*Problem statement*
Each line of the material below that holds the word "Windsor" needs to be copied.

*Given information*

++++++++++

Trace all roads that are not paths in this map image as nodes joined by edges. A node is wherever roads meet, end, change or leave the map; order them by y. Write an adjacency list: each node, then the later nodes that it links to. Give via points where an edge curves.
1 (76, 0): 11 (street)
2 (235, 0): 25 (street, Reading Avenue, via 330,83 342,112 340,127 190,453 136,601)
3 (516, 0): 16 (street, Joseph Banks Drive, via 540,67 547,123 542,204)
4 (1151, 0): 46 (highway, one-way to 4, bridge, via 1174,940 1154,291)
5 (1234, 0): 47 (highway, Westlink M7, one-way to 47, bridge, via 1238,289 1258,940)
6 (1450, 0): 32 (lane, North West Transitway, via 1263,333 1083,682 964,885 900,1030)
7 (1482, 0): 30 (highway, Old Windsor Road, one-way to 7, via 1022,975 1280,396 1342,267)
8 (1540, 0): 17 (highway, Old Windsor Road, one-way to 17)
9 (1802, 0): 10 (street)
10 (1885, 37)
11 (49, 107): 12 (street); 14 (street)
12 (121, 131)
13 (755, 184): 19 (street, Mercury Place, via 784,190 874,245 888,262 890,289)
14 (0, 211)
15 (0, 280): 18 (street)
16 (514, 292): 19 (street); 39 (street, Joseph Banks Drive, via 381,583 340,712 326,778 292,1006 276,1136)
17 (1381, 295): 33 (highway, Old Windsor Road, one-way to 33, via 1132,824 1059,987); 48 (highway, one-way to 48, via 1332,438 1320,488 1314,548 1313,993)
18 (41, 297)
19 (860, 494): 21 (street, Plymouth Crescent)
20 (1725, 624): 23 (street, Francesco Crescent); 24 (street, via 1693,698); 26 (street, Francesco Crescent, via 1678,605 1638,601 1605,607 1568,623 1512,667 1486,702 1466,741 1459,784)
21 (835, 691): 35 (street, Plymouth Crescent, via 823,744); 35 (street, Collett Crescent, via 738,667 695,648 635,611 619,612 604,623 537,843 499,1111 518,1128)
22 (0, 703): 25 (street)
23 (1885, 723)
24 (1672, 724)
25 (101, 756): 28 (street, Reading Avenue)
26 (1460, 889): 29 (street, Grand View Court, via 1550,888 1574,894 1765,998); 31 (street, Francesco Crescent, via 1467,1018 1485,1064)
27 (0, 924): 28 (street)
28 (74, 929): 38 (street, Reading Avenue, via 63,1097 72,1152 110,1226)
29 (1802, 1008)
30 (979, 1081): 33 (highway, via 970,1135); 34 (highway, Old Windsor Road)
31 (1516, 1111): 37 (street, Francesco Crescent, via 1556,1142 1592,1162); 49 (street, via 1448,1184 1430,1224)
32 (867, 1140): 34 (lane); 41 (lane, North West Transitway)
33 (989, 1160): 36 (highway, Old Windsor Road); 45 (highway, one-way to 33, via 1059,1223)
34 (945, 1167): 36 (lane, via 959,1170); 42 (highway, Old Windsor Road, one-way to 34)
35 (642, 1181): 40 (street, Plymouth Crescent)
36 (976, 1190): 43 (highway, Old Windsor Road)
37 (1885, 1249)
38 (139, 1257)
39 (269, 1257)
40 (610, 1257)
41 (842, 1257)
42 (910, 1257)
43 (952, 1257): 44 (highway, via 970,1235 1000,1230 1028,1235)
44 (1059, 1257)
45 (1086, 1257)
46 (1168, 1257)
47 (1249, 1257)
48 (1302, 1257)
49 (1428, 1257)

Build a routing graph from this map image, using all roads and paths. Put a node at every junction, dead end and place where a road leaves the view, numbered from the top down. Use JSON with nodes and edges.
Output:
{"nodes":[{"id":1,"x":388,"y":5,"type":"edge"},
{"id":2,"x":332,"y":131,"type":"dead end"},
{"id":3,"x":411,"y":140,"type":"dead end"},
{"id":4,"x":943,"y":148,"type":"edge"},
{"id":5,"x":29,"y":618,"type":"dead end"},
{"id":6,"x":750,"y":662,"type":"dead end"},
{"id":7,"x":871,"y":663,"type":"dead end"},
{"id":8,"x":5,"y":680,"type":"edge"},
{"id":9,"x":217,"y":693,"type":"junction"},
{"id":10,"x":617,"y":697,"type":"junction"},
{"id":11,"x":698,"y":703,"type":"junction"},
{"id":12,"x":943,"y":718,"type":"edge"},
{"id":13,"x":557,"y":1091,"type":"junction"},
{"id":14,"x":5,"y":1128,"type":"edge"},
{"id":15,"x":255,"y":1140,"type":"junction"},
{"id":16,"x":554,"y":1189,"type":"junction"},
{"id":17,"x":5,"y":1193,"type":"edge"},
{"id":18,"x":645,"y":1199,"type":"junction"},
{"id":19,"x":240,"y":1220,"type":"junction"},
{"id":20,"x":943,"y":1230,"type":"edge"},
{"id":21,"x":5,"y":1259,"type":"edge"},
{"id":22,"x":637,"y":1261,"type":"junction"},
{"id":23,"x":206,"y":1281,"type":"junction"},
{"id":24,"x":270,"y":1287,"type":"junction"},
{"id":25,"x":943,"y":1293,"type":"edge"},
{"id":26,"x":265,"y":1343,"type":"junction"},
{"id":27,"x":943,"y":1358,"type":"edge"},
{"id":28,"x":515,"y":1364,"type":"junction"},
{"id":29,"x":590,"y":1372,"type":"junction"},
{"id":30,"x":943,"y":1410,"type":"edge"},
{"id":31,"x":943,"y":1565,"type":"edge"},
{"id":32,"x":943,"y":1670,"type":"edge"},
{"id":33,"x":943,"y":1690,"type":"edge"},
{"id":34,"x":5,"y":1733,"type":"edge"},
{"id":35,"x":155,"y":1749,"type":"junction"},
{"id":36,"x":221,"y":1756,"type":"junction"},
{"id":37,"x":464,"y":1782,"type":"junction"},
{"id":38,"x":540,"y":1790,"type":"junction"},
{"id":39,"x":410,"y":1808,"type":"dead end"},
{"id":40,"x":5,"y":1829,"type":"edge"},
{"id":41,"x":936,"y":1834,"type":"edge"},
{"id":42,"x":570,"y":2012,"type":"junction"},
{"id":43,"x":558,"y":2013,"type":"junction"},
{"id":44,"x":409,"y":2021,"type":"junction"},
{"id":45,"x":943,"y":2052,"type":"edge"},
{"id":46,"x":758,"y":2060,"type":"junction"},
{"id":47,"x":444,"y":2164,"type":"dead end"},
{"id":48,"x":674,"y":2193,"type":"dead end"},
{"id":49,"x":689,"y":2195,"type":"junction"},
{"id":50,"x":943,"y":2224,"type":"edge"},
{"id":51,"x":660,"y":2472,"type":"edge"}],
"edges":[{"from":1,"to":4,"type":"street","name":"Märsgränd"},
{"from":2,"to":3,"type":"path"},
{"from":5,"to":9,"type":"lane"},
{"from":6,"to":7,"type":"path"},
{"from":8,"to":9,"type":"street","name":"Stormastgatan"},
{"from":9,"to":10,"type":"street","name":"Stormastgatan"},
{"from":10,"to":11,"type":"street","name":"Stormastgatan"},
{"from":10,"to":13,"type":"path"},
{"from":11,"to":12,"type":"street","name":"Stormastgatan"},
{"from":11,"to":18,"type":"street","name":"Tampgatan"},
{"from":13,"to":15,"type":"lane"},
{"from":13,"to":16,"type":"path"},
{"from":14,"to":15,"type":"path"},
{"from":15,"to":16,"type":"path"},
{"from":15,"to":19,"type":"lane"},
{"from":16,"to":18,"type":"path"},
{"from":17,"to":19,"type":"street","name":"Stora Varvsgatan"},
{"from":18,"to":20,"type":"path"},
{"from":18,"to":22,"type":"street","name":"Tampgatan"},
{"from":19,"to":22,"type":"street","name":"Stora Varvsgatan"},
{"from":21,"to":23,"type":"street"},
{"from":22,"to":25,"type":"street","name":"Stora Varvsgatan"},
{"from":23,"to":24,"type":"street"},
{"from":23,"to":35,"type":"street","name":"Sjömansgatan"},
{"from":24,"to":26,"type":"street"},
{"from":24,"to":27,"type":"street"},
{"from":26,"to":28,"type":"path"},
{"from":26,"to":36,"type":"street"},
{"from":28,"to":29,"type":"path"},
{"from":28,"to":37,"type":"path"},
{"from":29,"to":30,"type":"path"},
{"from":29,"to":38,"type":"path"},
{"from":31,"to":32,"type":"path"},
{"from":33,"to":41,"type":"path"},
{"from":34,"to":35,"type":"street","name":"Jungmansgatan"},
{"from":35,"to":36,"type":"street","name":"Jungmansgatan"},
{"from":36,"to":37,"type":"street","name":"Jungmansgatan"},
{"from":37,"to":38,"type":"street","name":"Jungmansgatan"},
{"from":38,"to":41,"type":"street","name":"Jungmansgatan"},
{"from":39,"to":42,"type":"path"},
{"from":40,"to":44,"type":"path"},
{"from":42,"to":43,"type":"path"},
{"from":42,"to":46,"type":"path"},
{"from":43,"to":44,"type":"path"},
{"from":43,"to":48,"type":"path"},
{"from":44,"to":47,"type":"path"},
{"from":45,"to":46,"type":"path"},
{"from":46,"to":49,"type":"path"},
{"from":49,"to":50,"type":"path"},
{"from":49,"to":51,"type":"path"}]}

++++++++++

*Output for this task*
7 (1482, 0): 30 (highway, Old Windsor Road, one-way to 7, via 1022,975 1280,396 1342,267)
8 (1540, 0): 17 (highway, Old Windsor Road, one-way to 17)
17 (1381, 295): 33 (highway, Old Windsor Road, one-way to 33, via 1132,824 1059,987); 48 (highway, one-way to 48, via 1332,438 1320,488 1314,548 1313,993)
30 (979, 1081): 33 (highway, via 970,1135); 34 (highway, Old Windsor Road)
33 (989, 1160): 36 (highway, Old Windsor Road); 45 (highway, one-way to 33, via 1059,1223)
34 (945, 1167): 36 (lane, via 959,1170); 42 (highway, Old Windsor Road, one-way to 34)
36 (976, 1190): 43 (highway, Old Windsor Road)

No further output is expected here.